Baca juga:  Pencuri Sebatang Pohon Akasia Divonis Tiga Bulan 15 Hari 

Setelah hampir mendekati seabad saran jangan membangun jalur kereta api di Bali, kini Pemerintah Provinsi Bali hendak merealisasikannya. Gubernur Bali I Wayan Koster mengatakan akan dibangun jalur kereta Light Rail Transit (LRT) dari arah Kuta, kemudian Sanur, dan Mengwi ke Bandara Ngurah Rai terintegrasi bawah tanah.

Selain itu, akan dibangun kereta api utara-selatan lingkar Bali. “Bisa di bawah (tanah), bisa di atas. Kita mau saingi Singapura,” jelasnya.
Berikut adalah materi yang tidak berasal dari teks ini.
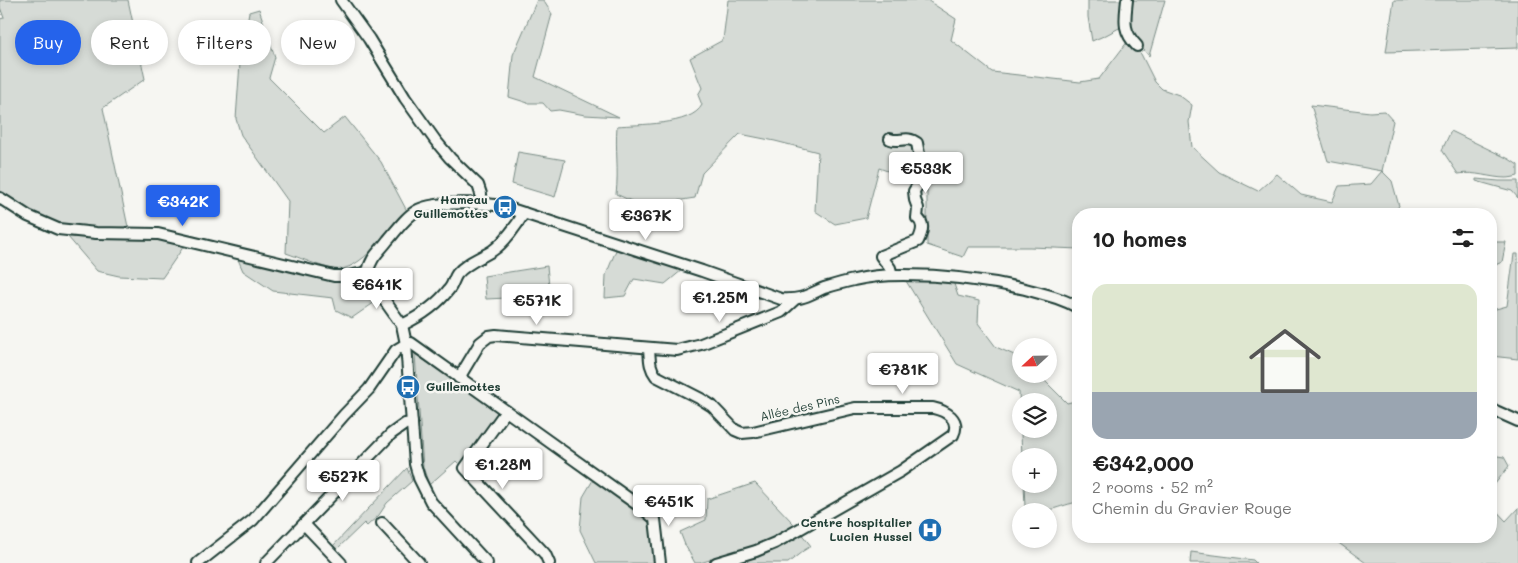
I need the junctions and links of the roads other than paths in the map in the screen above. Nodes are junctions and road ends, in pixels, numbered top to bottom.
1 (341, 0) edge
2 (1127, 0) edge
3 (1137, 46) dead end
4 (890, 139) dead end
5 (0, 198) edge
6 (481, 204) junction
7 (524, 213) junction
8 (368, 272) junction
9 (892, 275) junction
10 (794, 300) junction
11 (1072, 304) edge
12 (402, 324) junction
13 (406, 344) junction
14 (650, 349) junction
15 (459, 378) junction
16 (506, 411) junction
17 (1497, 412) edge
18 (1518, 421) edge
19 (412, 423) junction
20 (382, 523) dead end
21 (304, 524) junction
22 (198, 563) edge
23 (266, 563) edge
24 (341, 563) edge
25 (419, 563) edge
26 (487, 563) edge
27 (549, 563) edge
28 (660, 563) edge
29 (716, 563) edge

1 - 6 street
2 - 3 street
4 - 9 street
5 - 8 street
6 - 7 street
6 - 8 street
7 - 10 street
7 - 12 street
8 - 12 street
9 - 10 street
9 - 11 street
10 - 14 street
12 - 13 street
13 - 15 street
13 - 19 street
13 - 22 street
14 - 15 street
14 - 29 street, Allée des Pins
15 - 16 street
16 - 27 street
16 - 28 street
17 - 18 street
19 - 21 street
19 - 26 street
20 - 25 street
21 - 23 street
21 - 24 street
Menurut pengamat tata ruang Dr. Nyoman Gede Maha Putra, kereta api sebagai sarana transportasi publik tidak cocok dengan budaya masyarakat Bali. “Struktur kehidupan masyarakat Bali berbeda dengan kehidupan masyarakat modern yang rigid dengan pembagian rumah-kantor-tempat rekreasi. Di Bali, aktivitas masyarakat lebih beragam. Kegiatan adat berlapis dengan kegiatan ekonomi dan kegiatan wisata. Lapis-lapis kegiatan ini membentuk jarak antarpusat aktivitas yang pendek-pendek,” kata dosen Fakultas Teknik Unwar ini.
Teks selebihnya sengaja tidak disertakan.